Procedure for Variation of Shareholders Rights

Procedure-for-Variation-of-Shareholders-Rights


Section 48 of the Act provides that where the share capital of a company is divided into different classes of shares, the rights attached to may be varied either with the consent in writing of the holders of not less than three-fourth of the issued shares of that class or with the sanction of a special resolution passed at a separate meeting of the holders of the issued shares of that class.

Variation of rights of a class of shareholders can be effected either by consent or by special resolution; it is not necessary that the consent given should be further confirmed by a special resolution.

Accordingly, where there are equity shares and preference shares in a company the rights attached to the preference shares, namely the rate of dividend payable on such shares or the period of redemption can be varied by passing a special resolution at a meeting of the holders of the preference shares. The special resolution in respect of section 48 in a listed company shall be passed by postal ballot. The variation can be made, provided there is provision in the Articles or Memorandum or in the absence of any such specific provision, the variation shall not be prohibited by the terms 'of the issue of the shares. If the company has issued more than one series of preference shares, each having different rights, each issue will belong to a class and action shall be taken for each class separately.

Procedure for Variation of Shareholders Rights

(i)     Check the Memorandum and Articles for provision relating to variation of rights.
(ii)   Where there is no provision in the Memorandum or Articles, it should be ensured that the variation is not prohibited by the terms of issue.
(iii)  If neither the Memorandum and Articles nor the terms of issue permit variation of rights, then first take steps to alter the Memorandum or Articles as the case may be to permit variation.
(iv)   Consider and approve the proposal at a meeting of the Board.
(v)  Intimate the particulars of the proposed change to the stock exchange where the shares are listed.
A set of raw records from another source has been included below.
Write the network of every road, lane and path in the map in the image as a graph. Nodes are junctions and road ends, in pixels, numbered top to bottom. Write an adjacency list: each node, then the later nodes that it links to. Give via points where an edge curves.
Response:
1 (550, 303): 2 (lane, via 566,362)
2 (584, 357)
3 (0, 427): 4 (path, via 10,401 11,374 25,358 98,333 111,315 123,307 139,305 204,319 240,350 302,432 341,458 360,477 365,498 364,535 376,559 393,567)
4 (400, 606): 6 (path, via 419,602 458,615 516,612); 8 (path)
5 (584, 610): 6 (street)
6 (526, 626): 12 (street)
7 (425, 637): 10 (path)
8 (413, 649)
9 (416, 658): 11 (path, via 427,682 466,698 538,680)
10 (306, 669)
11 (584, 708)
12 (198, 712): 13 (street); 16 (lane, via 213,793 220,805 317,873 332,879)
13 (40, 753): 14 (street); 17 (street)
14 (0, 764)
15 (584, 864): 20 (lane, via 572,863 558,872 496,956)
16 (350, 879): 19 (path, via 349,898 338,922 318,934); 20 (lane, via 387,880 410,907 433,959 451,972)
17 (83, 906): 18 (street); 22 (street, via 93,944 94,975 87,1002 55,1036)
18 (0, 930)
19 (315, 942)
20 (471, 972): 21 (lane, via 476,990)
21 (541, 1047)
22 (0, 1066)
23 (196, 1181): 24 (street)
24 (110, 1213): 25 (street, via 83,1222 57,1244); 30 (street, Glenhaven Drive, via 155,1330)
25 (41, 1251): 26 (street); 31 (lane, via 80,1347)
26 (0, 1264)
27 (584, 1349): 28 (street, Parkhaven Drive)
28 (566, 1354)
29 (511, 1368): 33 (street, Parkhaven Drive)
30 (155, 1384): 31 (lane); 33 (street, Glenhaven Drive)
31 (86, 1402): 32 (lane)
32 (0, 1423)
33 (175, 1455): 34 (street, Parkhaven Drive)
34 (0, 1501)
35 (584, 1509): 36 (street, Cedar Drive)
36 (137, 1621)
In terms of Regulation 29(3) of the SEBI Listing Regulations, the company cannot make any change in the terms or nature of its securities that are listed on the stock exchange without giving 11 days' prior notice to the Exchange of the proposed change and making an application for listing of the securities as changed, if so required by the Exchange.
(vi) Separate class meetings will be called of preference shareholders and equity shareholders. Where the variation affects only one class, it is sufficient if the meeting of that class only is held. But it is desirable, that the consent of the members belonging to the other class should be taken, as their rights will automatically be varied by the proposed change.
(vii)  Special resolutions should be passed in regard to the variation.
(viii) If a company is a listed company, then special resolution aforesaid is to be passed  through postal ballot only.
(ix)   A general meeting will be convened to pass a special resolution.
(x)   Prescribed Form MGT-14 will be filed in respect of resolutions passed in the class meetings as well as in the general meeting with the Registrar electronically within 30 days of passing of resolution.
(xi)  Where the dissenting shareholders have made an application to the Tribunal, the company shall file a copy, of the Tribunal's order with the Registrar within 30 days of the service thereof on the company.